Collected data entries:

----

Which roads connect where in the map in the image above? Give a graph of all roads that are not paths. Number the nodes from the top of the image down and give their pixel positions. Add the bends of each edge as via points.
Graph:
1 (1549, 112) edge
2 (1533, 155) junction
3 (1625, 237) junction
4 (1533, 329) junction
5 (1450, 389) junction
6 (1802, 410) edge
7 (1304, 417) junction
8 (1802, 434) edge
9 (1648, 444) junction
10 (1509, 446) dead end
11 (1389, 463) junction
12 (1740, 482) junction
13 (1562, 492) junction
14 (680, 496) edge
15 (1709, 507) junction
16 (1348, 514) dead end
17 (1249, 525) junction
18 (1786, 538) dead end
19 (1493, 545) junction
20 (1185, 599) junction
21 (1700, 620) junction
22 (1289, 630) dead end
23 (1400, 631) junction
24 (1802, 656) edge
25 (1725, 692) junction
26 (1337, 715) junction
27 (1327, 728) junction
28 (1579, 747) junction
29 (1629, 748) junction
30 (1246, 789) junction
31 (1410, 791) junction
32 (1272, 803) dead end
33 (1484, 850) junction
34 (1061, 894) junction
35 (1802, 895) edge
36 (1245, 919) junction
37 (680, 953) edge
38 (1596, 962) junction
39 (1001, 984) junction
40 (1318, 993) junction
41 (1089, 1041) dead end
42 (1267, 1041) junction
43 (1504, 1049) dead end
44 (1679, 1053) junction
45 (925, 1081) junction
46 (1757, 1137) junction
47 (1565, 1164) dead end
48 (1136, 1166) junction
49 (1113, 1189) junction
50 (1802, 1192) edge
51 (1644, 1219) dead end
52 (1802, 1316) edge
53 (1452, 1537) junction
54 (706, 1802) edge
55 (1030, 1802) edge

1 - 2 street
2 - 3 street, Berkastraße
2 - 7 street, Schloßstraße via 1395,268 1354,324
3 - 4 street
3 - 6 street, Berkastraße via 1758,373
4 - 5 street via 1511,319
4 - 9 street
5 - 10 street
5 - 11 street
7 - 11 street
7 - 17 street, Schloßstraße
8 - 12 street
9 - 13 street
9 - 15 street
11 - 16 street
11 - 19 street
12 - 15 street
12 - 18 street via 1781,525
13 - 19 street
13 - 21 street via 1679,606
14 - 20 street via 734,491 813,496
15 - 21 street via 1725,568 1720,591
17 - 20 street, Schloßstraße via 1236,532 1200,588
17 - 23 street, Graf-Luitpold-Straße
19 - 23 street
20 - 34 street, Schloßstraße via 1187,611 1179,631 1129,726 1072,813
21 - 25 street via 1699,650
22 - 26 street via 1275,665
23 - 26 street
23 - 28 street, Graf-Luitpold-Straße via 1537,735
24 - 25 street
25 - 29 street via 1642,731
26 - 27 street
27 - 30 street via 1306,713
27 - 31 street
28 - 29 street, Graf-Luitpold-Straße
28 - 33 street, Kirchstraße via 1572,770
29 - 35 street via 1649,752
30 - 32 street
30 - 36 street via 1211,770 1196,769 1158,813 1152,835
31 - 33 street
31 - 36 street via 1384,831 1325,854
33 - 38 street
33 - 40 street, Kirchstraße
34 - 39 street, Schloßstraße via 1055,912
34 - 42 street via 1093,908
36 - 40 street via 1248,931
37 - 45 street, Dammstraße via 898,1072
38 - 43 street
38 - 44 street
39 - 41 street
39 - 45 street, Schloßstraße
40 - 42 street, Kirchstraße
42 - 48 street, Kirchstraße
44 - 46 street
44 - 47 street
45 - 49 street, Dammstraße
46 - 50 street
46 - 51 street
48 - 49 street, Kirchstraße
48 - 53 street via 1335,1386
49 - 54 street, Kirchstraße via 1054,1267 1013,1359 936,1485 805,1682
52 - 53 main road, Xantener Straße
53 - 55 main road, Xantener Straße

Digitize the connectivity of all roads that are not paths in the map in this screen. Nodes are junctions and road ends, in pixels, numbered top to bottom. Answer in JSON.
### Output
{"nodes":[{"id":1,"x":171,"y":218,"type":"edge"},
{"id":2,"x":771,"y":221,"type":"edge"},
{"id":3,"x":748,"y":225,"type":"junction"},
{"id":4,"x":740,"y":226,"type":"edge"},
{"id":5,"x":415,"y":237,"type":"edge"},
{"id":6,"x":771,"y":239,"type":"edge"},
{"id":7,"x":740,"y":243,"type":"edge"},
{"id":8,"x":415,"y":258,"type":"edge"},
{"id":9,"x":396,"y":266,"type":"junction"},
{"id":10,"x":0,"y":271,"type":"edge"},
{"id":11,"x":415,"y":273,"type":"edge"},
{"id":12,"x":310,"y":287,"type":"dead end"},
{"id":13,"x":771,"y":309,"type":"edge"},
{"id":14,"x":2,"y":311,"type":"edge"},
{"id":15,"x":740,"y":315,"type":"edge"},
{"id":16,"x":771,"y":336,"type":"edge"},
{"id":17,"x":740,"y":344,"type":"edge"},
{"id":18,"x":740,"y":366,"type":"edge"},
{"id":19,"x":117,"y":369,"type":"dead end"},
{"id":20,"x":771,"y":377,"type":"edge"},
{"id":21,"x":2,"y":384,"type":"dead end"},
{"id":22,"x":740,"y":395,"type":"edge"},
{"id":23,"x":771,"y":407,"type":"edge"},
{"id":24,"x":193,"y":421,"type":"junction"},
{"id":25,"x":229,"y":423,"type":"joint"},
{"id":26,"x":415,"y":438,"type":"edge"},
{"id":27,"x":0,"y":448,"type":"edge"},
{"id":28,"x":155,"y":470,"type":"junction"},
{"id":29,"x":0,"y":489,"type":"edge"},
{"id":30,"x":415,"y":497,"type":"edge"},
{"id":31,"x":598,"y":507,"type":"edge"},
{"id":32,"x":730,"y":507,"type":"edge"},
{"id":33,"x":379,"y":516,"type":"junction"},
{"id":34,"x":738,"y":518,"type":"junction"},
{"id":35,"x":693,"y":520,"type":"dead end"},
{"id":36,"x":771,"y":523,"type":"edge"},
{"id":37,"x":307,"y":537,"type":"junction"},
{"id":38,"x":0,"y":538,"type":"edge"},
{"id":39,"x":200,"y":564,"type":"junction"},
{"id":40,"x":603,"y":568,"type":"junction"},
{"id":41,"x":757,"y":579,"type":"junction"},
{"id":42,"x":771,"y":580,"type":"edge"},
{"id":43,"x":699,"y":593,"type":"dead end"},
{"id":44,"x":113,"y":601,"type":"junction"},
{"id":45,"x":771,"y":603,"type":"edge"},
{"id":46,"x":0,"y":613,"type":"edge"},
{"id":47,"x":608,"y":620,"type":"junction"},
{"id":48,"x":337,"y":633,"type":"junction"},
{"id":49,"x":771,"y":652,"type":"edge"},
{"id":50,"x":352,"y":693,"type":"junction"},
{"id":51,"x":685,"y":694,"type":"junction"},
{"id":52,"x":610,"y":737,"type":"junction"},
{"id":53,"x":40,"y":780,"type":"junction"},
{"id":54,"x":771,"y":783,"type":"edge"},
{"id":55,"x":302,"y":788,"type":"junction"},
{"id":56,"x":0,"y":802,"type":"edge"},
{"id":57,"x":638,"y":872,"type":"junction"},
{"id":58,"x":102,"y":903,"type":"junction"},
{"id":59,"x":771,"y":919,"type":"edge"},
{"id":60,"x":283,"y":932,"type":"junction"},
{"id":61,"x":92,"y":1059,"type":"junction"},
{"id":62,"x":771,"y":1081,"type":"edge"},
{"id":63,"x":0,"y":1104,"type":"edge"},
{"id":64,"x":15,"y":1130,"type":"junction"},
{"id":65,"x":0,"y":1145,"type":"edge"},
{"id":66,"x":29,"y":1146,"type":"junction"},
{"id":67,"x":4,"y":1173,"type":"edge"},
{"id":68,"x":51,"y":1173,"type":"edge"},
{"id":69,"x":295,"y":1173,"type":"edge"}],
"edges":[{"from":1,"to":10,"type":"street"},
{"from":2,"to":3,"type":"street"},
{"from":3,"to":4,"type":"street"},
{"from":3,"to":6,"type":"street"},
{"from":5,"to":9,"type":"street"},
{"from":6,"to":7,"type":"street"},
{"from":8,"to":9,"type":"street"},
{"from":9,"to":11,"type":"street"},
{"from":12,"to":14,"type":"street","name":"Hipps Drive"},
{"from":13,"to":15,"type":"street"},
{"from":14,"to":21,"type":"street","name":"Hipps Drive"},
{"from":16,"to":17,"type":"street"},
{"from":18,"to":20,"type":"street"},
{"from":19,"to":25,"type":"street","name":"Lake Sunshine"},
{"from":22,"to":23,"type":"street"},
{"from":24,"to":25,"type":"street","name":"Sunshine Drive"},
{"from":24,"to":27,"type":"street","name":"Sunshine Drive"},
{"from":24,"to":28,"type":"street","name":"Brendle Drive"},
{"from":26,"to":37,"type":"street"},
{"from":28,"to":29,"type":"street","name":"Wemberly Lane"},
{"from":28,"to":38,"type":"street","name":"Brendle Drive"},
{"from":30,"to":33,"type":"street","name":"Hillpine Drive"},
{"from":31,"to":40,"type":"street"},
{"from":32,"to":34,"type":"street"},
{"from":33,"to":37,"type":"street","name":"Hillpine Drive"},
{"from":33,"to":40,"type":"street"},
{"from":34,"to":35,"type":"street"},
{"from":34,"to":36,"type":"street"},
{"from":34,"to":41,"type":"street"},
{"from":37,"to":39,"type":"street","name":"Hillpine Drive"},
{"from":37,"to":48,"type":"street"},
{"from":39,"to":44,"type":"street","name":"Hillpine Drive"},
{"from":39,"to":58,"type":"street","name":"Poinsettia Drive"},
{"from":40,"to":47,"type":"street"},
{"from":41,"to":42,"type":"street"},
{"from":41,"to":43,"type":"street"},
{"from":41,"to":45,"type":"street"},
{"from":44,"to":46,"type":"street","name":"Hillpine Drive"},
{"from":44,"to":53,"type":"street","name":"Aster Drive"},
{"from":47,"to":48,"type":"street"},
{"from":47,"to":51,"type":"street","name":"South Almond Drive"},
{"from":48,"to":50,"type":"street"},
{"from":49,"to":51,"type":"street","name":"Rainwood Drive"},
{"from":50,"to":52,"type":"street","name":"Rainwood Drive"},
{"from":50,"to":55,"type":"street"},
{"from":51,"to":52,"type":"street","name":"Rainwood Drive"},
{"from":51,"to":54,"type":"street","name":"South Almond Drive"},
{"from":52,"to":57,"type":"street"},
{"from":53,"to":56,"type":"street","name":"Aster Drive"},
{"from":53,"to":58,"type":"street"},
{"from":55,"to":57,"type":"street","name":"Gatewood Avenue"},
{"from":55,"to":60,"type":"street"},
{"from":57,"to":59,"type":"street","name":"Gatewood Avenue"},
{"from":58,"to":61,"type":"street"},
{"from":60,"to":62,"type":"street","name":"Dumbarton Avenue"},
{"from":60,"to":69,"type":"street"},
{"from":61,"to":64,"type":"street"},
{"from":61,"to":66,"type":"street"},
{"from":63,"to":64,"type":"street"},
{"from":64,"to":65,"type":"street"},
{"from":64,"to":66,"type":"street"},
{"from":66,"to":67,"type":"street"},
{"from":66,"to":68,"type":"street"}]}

----

▸ **Task to carry out**
Lines holding the word "Brendle" are the answer; copy each one from the records above.

▸ **The answer**
{"from":24,"to":28,"type":"street","name":"Brendle Drive"},
{"from":28,"to":38,"type":"street","name":"Brendle Drive"},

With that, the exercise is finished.